Victor Jih’s parents were terrified when he told them he and his sister were going to appear on the CBS reality series Amazing Race. “Especially minority lawyers, there are assumptions and expectations about what your career is supposed to look like,” says Jih, a partner in O’Melveny & Myers’ Century City, Calif., office. “The two things I was told were ‘don’t embarrass the family’ and ‘don’t get fired.’ ” It may have helped that he and sibling Tammy, then an associate at Quinn Emanuel Urquhart & Sullivan, won the whole contest, which aired in 2009.

That wasn’t the first victory for Jih, 38, a 1996 graduate of Harvard Law School. Shortly after he and lawyers from O’Melveny took over from Skadden, Arps, Slate, Meagher & Flom in defending The Walt Disney Co. in a multibillion-dollar dispute over the rights to Winnie the Pooh, they went on the offensive. Jih’s team uncovered a pattern of pervasive litigation misconduct by rival Stephen Slesinger Inc., including the hiring of a private detective who stole documents from Disney offices.
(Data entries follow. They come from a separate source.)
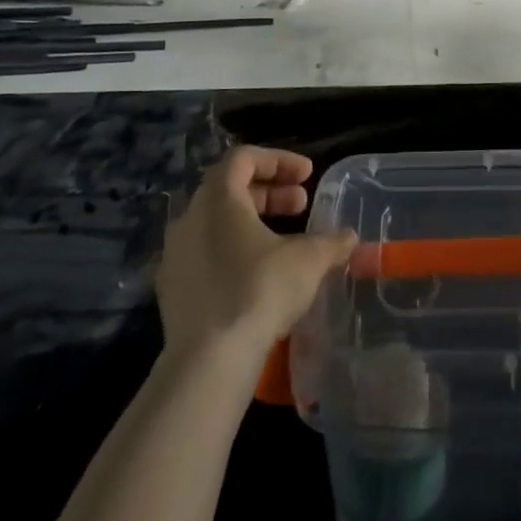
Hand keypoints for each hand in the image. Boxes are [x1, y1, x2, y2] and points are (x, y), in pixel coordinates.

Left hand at [156, 146, 356, 369]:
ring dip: (252, 223)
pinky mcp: (171, 290)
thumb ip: (331, 242)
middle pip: (229, 187)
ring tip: (284, 241)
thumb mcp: (308, 260)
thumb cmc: (259, 290)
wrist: (208, 362)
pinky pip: (205, 254)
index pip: (244, 158)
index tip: (307, 176)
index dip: (279, 161)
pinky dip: (233, 251)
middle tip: (301, 205)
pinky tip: (258, 275)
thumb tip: (350, 237)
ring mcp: (176, 255)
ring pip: (216, 222)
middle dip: (269, 192)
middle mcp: (190, 217)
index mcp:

By 2009, they’d secured dismissals of all of Slesinger’s claims in both state and federal court.

Currently Jih is defending a FedEx Corp. unit in a nationwide class action brought by drivers who are seeking to be reclassified as employees rather than independent contractors in an effort to obtain overtime pay and better benefits. He’s also helping the developers of video games Call of Duty and Modern Warfare to sue Activision Blizzard Inc. after their firing from the company resulted in a dispute over tens of millions of dollars for the rights to develop Modern Warfare 3 and other games.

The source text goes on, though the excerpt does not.